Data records
══════
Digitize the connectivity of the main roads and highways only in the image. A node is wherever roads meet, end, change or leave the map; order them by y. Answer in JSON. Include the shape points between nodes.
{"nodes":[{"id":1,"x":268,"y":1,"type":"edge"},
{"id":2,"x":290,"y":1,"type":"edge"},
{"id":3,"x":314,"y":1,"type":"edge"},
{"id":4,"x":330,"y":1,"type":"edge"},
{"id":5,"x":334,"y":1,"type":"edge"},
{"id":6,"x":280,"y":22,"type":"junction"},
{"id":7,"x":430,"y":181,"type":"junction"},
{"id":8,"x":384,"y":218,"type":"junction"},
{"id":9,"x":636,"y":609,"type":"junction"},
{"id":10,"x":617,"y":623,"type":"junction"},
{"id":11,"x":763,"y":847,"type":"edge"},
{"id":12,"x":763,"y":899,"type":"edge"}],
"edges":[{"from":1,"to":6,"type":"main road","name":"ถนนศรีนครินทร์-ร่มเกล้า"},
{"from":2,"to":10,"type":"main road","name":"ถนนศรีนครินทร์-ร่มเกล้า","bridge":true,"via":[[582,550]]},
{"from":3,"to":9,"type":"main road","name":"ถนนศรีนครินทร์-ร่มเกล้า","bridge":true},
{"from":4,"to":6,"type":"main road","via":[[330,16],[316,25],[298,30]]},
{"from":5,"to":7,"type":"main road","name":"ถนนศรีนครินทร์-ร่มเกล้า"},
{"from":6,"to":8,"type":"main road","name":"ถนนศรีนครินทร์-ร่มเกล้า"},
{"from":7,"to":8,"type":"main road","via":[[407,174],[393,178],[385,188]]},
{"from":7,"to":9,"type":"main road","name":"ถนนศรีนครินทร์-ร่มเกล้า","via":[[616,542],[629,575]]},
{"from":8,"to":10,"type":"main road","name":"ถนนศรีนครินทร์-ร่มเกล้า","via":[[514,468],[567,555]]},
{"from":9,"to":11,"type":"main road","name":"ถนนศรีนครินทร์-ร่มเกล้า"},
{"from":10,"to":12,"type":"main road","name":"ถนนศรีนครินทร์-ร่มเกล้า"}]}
══════
Description of the task
Repeat every record above. Each one must match exactly.

Result
Digitize the connectivity of the main roads and highways only in the image. A node is wherever roads meet, end, change or leave the map; order them by y. Answer in JSON. Include the shape points between nodes.
{"nodes":[{"id":1,"x":268,"y":1,"type":"edge"},
{"id":2,"x":290,"y":1,"type":"edge"},
{"id":3,"x":314,"y":1,"type":"edge"},
{"id":4,"x":330,"y":1,"type":"edge"},
{"id":5,"x":334,"y":1,"type":"edge"},
{"id":6,"x":280,"y":22,"type":"junction"},
{"id":7,"x":430,"y":181,"type":"junction"},
{"id":8,"x":384,"y":218,"type":"junction"},
{"id":9,"x":636,"y":609,"type":"junction"},
{"id":10,"x":617,"y":623,"type":"junction"},
{"id":11,"x":763,"y":847,"type":"edge"},
{"id":12,"x":763,"y":899,"type":"edge"}],
"edges":[{"from":1,"to":6,"type":"main road","name":"ถนนศรีนครินทร์-ร่มเกล้า"},
{"from":2,"to":10,"type":"main road","name":"ถนนศรีนครินทร์-ร่มเกล้า","bridge":true,"via":[[582,550]]},
{"from":3,"to":9,"type":"main road","name":"ถนนศรีนครินทร์-ร่มเกล้า","bridge":true},
{"from":4,"to":6,"type":"main road","via":[[330,16],[316,25],[298,30]]},
{"from":5,"to":7,"type":"main road","name":"ถนนศรีนครินทร์-ร่มเกล้า"},
{"from":6,"to":8,"type":"main road","name":"ถนนศรีนครินทร์-ร่มเกล้า"},
{"from":7,"to":8,"type":"main road","via":[[407,174],[393,178],[385,188]]},
{"from":7,"to":9,"type":"main road","name":"ถนนศรีนครินทร์-ร่มเกล้า","via":[[616,542],[629,575]]},
{"from":8,"to":10,"type":"main road","name":"ถนนศรีนครินทร์-ร่มเกล้า","via":[[514,468],[567,555]]},
{"from":9,"to":11,"type":"main road","name":"ถนนศรีนครินทร์-ร่มเกล้า"},
{"from":10,"to":12,"type":"main road","name":"ถนนศรีนครินทร์-ร่มเกล้า"}]}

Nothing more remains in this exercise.